TASK TO COMPLETE. Check each line of the data for "nodes" and select those that have it.

(Saved entries)
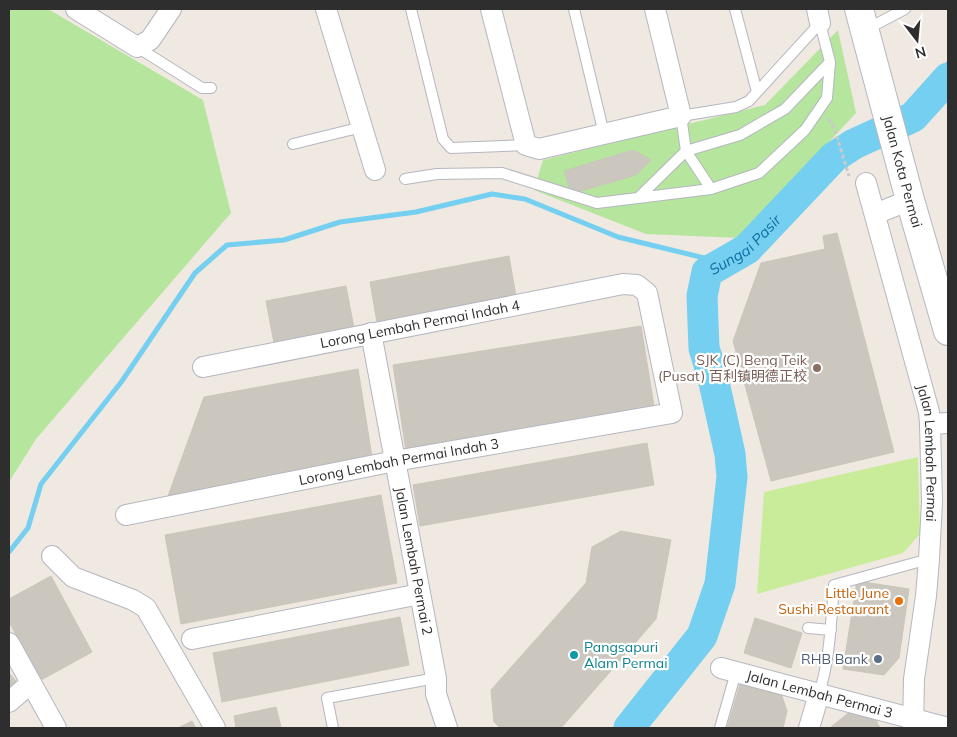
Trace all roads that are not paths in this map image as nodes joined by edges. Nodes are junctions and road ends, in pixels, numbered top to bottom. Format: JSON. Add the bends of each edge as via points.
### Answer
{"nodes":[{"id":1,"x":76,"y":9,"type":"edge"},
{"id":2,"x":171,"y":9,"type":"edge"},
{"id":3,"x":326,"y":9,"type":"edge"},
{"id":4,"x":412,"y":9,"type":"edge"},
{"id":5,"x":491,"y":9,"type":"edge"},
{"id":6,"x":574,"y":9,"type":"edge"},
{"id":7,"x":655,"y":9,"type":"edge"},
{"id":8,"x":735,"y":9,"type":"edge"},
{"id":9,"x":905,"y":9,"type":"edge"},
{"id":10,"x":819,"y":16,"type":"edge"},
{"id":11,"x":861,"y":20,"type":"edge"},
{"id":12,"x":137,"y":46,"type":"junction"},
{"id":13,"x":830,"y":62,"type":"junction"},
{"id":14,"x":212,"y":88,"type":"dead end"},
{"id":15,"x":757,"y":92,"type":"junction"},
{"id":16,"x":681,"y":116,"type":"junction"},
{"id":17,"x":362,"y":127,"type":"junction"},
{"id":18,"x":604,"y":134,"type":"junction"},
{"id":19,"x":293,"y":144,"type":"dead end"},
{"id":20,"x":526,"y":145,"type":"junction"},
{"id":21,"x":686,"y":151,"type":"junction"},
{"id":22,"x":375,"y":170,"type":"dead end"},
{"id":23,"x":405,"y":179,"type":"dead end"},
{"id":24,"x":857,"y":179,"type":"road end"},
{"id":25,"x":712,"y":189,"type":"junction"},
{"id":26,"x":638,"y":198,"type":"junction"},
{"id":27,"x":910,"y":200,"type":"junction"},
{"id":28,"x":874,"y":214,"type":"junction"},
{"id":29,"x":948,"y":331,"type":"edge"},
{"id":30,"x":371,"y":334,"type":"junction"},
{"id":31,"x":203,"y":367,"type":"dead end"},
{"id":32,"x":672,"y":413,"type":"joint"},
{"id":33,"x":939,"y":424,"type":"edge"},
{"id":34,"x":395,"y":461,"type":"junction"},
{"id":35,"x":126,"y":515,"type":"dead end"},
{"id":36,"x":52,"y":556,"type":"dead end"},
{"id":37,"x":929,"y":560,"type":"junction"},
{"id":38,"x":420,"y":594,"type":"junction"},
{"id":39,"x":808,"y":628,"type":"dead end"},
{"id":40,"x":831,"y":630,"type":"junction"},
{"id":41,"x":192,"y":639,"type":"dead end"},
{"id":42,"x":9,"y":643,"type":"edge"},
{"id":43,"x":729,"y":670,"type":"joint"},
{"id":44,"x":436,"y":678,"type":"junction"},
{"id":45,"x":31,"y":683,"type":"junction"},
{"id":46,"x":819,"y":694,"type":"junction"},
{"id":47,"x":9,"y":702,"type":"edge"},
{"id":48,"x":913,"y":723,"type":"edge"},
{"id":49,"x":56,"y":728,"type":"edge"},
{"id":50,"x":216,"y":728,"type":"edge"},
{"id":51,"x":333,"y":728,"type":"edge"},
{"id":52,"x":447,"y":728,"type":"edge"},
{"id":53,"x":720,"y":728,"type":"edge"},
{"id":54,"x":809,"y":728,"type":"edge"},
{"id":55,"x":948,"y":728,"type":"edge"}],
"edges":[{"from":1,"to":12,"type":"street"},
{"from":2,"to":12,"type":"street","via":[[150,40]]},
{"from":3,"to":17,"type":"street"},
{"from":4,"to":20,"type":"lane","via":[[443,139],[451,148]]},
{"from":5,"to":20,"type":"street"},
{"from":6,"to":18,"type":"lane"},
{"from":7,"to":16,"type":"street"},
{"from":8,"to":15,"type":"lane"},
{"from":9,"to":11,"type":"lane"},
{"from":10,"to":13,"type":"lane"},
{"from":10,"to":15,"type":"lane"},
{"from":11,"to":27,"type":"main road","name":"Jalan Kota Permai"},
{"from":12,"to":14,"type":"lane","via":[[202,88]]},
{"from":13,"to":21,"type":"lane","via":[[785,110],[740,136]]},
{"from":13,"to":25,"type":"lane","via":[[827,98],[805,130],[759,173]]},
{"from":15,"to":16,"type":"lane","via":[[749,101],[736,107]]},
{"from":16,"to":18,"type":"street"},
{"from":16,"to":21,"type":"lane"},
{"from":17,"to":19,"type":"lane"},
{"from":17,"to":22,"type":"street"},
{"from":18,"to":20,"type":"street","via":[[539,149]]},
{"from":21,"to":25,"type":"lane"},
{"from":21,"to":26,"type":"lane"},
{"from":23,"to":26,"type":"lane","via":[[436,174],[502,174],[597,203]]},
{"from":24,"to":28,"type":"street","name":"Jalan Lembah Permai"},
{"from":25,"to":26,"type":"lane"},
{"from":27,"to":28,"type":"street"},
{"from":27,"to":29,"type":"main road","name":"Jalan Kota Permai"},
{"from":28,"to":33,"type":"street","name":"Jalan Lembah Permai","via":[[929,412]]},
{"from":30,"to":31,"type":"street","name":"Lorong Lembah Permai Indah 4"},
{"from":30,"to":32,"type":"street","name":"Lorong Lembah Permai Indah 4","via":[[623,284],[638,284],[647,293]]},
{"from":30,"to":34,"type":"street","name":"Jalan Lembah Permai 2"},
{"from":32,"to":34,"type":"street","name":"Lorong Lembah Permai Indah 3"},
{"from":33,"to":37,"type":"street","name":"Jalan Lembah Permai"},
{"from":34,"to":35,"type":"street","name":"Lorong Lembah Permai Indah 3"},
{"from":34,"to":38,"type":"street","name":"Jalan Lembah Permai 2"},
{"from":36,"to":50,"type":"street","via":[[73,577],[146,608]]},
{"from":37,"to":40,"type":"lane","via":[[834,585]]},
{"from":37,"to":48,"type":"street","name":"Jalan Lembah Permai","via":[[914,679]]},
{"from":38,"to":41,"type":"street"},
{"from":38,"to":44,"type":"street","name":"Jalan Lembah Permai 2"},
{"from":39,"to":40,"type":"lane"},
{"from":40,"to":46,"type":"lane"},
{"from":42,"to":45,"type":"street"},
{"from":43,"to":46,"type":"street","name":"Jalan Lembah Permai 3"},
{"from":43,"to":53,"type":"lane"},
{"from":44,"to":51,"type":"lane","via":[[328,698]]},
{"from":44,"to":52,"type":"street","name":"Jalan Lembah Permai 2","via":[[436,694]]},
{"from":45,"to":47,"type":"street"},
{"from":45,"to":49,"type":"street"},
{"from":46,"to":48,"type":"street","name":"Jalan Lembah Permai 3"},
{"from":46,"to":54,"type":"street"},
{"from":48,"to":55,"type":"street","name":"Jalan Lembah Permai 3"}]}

SOLVED PROBLEM.
Trace all roads that are not paths in this map image as nodes joined by edges. Nodes are junctions and road ends, in pixels, numbered top to bottom. Format: JSON. Add the bends of each edge as via points.
{"nodes":[{"id":1,"x":76,"y":9,"type":"edge"},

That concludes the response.